Then you just have to hope that the latest episode,

because you only showed the latest ones,

that the latest episodes are better

than the ones that were removed before.

Well, if I wanted to get really fancy,

I pull in data from the Simplecast API,

which under the hood hosts Elm Radio.com.

I could have a special Elm Radio feed

that sorts episodes by download count,

because that's available in the Simplecast API.

I use the Simplecast API to get the data in Elm pages

to generate the feed.

I could say here are some popular Elm Radio episodes.

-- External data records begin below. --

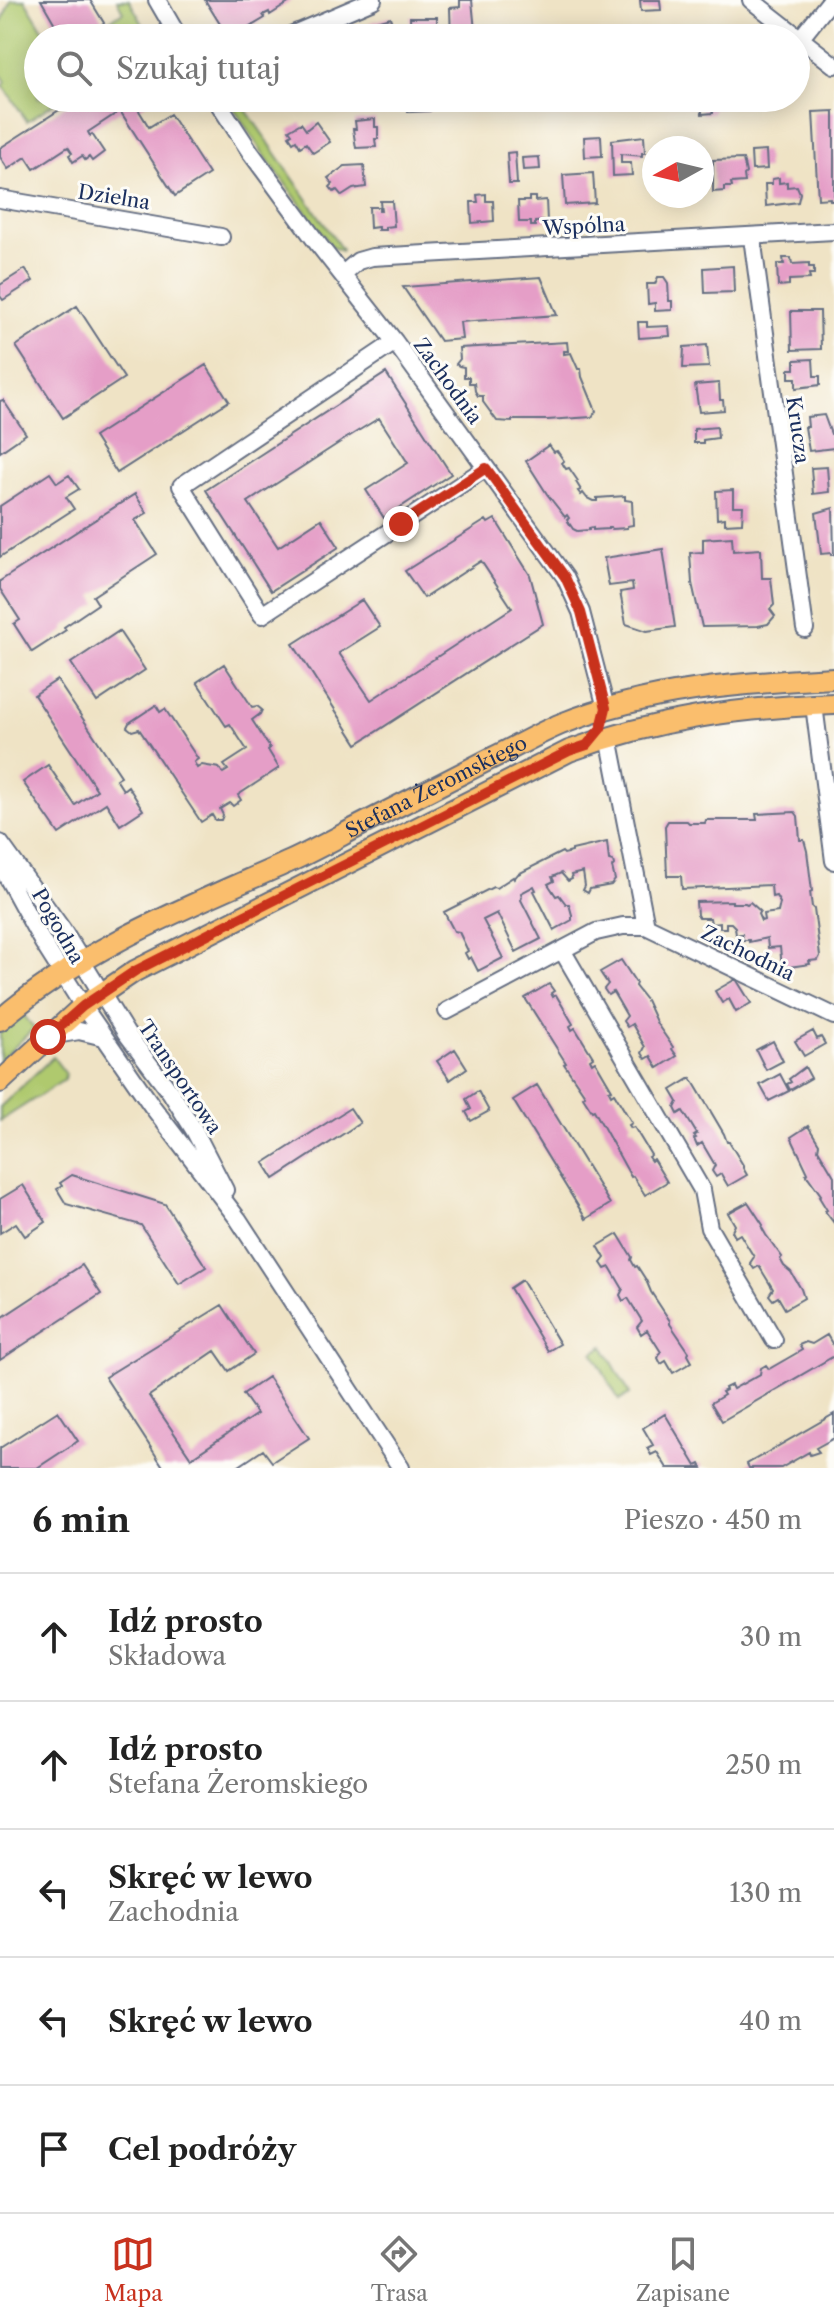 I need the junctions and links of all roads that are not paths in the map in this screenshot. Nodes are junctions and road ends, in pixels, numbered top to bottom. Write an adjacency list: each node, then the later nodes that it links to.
1 (157, 0): 5 (street)
2 (373, 0): 6 (street)
3 (751, 0): 7 (street)
4 (831, 0): 8 (street)
5 (171, 24)
6 (317, 24)
7 (781, 24)
8 (810, 26)
9 (810, 47): 10 (street)
10 (834, 65)
11 (224, 112): 16 (street, Zachodnia)
12 (0, 199): 14 (street, Dzielna)
13 (834, 231): 15 (street, Wspólna)
14 (221, 237)
15 (752, 237): 16 (street, Wspólna); 19 (street, Krucza)
16 (343, 274): 17 (street, Zachodnia)
17 (395, 342): 18 (street, Zachodnia); 18 (street)
18 (486, 468): 22 (street, Zachodnia)
19 (805, 629)
20 (834, 678): 22 (main road, Stefana Żeromskiego)
21 (824, 705): 23 (main road, Stefana Żeromskiego); 26 (street)
22 (606, 708): 24 (main road); 30 (main road, Stefana Żeromskiego)
23 (609, 737): 24 (main road, Stefana Żeromskiego); 28 (street)
24 (587, 745): 31 (main road, Stefana Żeromskiego)
25 (0, 843): 30 (street, Pogodna)
26 (834, 861)
27 (0, 864): 32 (street, Pogodna)
28 (646, 926): 29 (street); 36 (street, Zachodnia)
29 (562, 950): 35 (street); 43 (street)
30 (82, 962): 32 (main road, Stefana Żeromskiego); 33 (street, Transportowa)
31 (135, 971): 33 (main road, Stefana Żeromskiego); 38 (street)
32 (63, 974): 34 (street, Pogodna); 37 (main road, Stefana Żeromskiego)
33 (101, 993): 34 (main road, Stefana Żeromskiego); 38 (street, Transportowa)
34 (83, 1006): 39 (main road, Stefana Żeromskiego); 40 (street, Transportowa)
35 (447, 1011)
36 (834, 1016)
37 (0, 1020)
38 (121, 1026): 42 (street, Transportowa)
39 (48, 1037): 40 (street); 41 (main road, Stefana Żeromskiego)
40 (104, 1037): 42 (street, Transportowa)
41 (0, 1082)
42 (238, 1219): 44 (street, Transportowa)
43 (774, 1340)
44 (401, 1468)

I wonder if our listeners can guess

which one is the most popular one.

Please tweet about this.

It's going to be released on the day we're recording,

which is the one with Evan.

Elm UI is pretty popular too.

I'm guessing we won't edit this out.

We're rolling with it.

We'll put a spoiler warning.

Yeah, so there are all sorts

of little clever things you can do.

You can do it with SQL code,

using GitHub pages with a GitHub action.

It's worth kind of browsing through the marketplace

for some GitHub actions.

But the really exciting thing to me is just,

I mean, number one, the raw compute power

that you have easily available.

But number two, the fact that you can piece together

these tools and encapsulate them

with these little published actions

and wire together something.

You can grab output from one action

and pass it to another action.

There's a syntax for that.

It's the kind of thing that you have to look up

every time you do it,

but it's not that hard to do.

I think of it like automation.

It's just like this Rube Goldberg machine

that you create these cool things

that one thing happens

and it triggers another thing to happen

to just get creative about what you can enforce.

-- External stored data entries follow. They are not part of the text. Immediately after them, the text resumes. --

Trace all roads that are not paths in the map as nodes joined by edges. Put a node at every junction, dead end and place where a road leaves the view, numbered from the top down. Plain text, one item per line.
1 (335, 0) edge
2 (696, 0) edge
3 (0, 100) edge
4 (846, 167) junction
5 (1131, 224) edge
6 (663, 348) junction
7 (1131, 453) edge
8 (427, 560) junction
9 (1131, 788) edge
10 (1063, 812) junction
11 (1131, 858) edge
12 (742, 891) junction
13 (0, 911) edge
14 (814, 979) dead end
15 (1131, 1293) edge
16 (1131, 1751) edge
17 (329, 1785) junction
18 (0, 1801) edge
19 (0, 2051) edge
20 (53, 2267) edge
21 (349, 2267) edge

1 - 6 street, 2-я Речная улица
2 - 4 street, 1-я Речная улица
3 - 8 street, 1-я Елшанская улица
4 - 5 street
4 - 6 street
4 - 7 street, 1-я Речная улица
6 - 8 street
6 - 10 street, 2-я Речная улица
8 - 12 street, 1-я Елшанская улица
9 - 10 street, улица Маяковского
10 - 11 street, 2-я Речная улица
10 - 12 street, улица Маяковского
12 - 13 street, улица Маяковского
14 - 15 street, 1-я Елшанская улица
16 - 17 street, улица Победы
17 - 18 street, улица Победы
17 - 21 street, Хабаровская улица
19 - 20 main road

Run Lighthouse on every build

and then publish those stats someplace

and publish it to a spreadsheet or to Airtable

and keep track of those metrics there

and then build a little web page

that shows charts of those.

Get creative and automate things.

Do you know if this, then that?

Yeah, that's exactly the thing

that's going through the explore page right now.

There's one that says,

when I answer a call, pause the Roomba.

Yeah, that makes sense, I guess.

If my CI fails, then pause the Roomba.

Because I'm going to need to concentrate.

If I make a pull request and the test pass,

hand me a soda or something.

Actually, at a company I worked for

several years ago,

I built this thing.

I thought it was really fun.

Where I got a green lava lamp and a red lava lamp.

Do you see where this is going?

And I would publish our CI status

so it was accessible with some JSON file somewhere or something.

And then I would do a polling thing

And then this little like

Wi Fi power switch would automatically toggle

the lamps on based on whether the CI was failing.

The really cool thing about the lava lamps

is that if you look over and you see the red lava lamp on

and the little bubbles are floating around,

then you know it's been red for a while

and the green one is completely stable and not moving.

Someone just fixed it.

Then it means that it's been broken for a long time.

Or if the green one is on, then someone just fixed it.

Whenever I think of lava lamps,

I think of the Cloudflare wall.

Do you know that?

They have a wall full of lava lamps

and because the movements inside the lamps are pretty random,

they use that to generate random numbers,

which is like, what the hell?

What a world we live in.

In a way it's automation, right?

So what did we miss about how GitHub actions work?

You can compose actions together.

There's a lot of syntax for that.

Do this when this happens.

Do that when that does not happen.

Things like that, I'm guessing.

I got the feeling that you can't do this.

You published an unpublished action.

That's what it's called, right?

That's the thing about literal naming, right?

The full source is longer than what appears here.